I tried to get rid of that loop but i cant seem to figure out how to display the days with penny pay in a table and to increment the number of pennies each day

Working it out on paper will give you a better idea of how to do it. Your input is the number of days, you have a variable called days, so read the input into that variable. Having a variable called input is too vague. Does the number of days change? No. The day may change, but the number of days doesn't. Decide what each variable represents and name it accordingly.

for(int x = 0; x < input; x++)
    {
        days = cents;
        total += days;
        cents *= 2;
    }

    cout<<"\ntotal pay is :"<<total<<" cents";

Why would days be equal to cents?

Again, input is not a good name.
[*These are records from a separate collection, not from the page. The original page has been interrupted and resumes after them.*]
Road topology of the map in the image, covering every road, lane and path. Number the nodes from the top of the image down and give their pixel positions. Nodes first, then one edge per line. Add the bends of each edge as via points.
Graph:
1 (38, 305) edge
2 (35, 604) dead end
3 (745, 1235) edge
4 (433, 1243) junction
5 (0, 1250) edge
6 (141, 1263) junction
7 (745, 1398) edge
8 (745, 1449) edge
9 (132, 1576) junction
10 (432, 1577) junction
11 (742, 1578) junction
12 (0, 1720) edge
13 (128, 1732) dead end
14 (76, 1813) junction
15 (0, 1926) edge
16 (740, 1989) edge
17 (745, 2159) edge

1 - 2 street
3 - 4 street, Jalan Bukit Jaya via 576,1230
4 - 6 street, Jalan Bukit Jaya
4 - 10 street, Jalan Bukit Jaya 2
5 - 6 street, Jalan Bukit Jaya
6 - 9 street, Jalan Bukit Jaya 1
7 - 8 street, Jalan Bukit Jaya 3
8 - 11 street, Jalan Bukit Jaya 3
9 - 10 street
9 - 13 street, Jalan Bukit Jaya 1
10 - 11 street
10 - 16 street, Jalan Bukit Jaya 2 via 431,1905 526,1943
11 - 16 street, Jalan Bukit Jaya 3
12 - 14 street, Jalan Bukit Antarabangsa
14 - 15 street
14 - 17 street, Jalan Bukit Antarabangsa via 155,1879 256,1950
Replace it with days, or better yet, numDays. cents is a better variable name than input, as is total, but I think you should use variable names like:

numDays
dailyPayInCents
totalPayInCents

One, it is much easier to follow, and two, I think using those variable names will make it much easier to figure out where everything goes.

Okay now i'm confused....each time i run my loop i want it to go from day1..day 2...day 3...with the total number of cents doubling each time....my for statements are very squirly

Okay now i'm confused....each time i run my loop i want it to go from day1..day 2...day 3...with the total number of cents doubling each time....my for statements are very squirly

It won't do that because you double cents every time, then assign day to equal cents. If you want day to increment by one each time, have it be the loop counter variable:

for (int day = 0; day < numDays; day++)
{
     // adjust money variables and perhaps display something.